Will the Real "Modern Data Stack" Please Stand Up?
November 08, 2021

Colleen Tartow
Starburst Data

Over the past few years the "modern data stack” has entered the vernacular of the data world, describing a standardized, cloud-based data and analytics environment built around some classic technologies. In its simplest form, this looks like:

1. A data pipeline (ETL or ELT) moving data from its source into an analytics-focused environment

2. A target data warehouse or data lake

3. An analytics tool for creating business value out of the data

This technology stack is based on the fundamental idea that data must be moved away into a centralized location in order to gain value from it. One thing to note, however, is that what we call the "modern data stack” is essentially a re-envisioned cloud-and-SaaS version of the "legacy data stack'' with better analytics tools. What started out as a stack with a database + enterprise ETL tool + analytics-focused storage + reporting system became a modern version of the same functional process.
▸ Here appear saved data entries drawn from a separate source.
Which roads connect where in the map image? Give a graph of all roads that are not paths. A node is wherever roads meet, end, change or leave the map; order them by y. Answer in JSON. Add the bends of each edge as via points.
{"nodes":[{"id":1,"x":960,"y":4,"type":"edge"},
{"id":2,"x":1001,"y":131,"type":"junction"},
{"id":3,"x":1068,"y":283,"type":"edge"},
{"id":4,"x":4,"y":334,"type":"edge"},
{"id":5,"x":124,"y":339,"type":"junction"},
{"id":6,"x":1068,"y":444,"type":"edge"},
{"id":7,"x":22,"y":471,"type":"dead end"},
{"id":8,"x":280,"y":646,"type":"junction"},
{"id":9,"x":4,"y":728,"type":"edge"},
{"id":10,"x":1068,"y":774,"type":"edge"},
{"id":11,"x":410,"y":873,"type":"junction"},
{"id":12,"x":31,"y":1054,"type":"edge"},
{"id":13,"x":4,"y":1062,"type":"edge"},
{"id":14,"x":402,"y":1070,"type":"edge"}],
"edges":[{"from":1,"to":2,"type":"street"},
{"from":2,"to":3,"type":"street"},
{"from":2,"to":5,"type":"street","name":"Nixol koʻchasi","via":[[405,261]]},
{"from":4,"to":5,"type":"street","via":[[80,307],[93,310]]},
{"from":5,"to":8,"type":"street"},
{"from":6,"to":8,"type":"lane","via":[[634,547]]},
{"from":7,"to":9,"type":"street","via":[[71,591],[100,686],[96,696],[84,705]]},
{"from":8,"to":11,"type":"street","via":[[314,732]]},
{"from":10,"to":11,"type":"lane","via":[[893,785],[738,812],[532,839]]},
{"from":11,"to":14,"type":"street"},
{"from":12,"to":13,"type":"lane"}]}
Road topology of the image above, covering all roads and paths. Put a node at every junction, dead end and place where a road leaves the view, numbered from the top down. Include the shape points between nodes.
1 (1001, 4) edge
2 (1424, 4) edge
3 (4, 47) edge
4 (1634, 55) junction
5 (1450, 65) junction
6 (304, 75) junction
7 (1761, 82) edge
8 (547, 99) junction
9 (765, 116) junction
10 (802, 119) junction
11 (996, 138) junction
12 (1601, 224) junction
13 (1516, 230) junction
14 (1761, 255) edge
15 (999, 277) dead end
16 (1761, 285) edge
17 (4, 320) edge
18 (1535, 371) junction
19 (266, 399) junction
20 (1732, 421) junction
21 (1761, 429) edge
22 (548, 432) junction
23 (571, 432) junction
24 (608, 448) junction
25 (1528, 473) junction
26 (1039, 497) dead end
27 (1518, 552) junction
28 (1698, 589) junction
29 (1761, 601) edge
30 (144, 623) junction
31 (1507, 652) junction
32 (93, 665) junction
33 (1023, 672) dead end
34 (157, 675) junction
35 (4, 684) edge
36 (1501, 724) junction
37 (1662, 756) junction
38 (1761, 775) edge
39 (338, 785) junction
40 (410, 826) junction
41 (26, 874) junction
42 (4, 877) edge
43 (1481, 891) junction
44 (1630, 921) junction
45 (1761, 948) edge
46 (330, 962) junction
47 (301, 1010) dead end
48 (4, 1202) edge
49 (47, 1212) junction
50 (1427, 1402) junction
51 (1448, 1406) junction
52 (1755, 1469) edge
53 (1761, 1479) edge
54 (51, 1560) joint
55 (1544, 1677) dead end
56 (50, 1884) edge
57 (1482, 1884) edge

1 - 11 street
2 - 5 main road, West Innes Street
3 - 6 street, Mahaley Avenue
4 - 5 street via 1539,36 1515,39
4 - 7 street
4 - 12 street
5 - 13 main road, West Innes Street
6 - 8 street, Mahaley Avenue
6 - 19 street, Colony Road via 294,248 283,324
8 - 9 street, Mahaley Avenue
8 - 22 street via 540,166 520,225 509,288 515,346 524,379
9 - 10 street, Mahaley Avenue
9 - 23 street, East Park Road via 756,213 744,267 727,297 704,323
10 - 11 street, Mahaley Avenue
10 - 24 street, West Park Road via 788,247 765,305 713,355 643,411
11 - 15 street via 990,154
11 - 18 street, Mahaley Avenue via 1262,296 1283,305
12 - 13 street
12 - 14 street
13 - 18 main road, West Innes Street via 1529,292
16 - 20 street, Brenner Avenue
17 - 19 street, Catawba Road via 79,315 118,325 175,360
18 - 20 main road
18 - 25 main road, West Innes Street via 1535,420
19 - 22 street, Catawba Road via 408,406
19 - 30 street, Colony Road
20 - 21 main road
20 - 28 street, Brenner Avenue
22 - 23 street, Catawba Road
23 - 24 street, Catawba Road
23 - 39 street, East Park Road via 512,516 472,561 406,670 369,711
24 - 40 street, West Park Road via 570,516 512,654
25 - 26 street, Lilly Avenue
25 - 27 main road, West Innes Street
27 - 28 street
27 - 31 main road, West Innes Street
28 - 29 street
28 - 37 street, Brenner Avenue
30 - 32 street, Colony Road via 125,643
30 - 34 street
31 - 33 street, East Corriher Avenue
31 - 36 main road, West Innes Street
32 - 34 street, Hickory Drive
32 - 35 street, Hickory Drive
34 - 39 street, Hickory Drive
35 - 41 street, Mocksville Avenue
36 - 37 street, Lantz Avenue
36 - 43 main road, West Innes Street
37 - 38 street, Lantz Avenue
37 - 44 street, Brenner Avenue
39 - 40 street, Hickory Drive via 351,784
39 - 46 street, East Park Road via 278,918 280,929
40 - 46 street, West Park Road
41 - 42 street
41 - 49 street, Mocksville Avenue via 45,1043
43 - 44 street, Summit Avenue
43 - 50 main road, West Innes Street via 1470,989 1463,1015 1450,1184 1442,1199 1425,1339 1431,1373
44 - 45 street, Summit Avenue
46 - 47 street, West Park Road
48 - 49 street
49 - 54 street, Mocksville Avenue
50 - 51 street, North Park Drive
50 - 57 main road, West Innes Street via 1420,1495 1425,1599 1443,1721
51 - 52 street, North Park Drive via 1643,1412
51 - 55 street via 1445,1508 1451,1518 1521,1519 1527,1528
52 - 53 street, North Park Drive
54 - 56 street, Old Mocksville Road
Despite new cloud-based and SaaS tools, the paradigm remains the same

A Flawed Paradigm

The "modern data stack” is a reimagining of the legacy data flow with better tools. The original stack was largely driven by hardware limitations: production transactional systems simply weren't designed to support an analytics workload. By moving the data from the production system into a replicated analytics-focused environment, you can tailor your data for reporting, visualizations, modeling, etc. However, there are still some pretty serious flaws in both versions:

By moving data away from the source, there is an inherent latency introduced along with complex and fragile data pipelines. Getting back to "real time analytics” can be incredibly challenging and involve large data engineering efforts.
While modern cloud-based data warehouses and data lakes allow for the separation of storage and compute resources and both horizontal and vertical scaling, the true separation of these resources (meaning private storage and shared compute) remains a challenge.
Complex enterprise environments with many operational systems struggle with the idea of bringing all data together in a cloud data warehouse with a common data model - in practice, this rarely works.
The recent focus on tools, rather than functionality, ultimately leads to vendor lock-in and blocks optionality. The bottom line is that there is still a large disconnect between the source data and the final business value.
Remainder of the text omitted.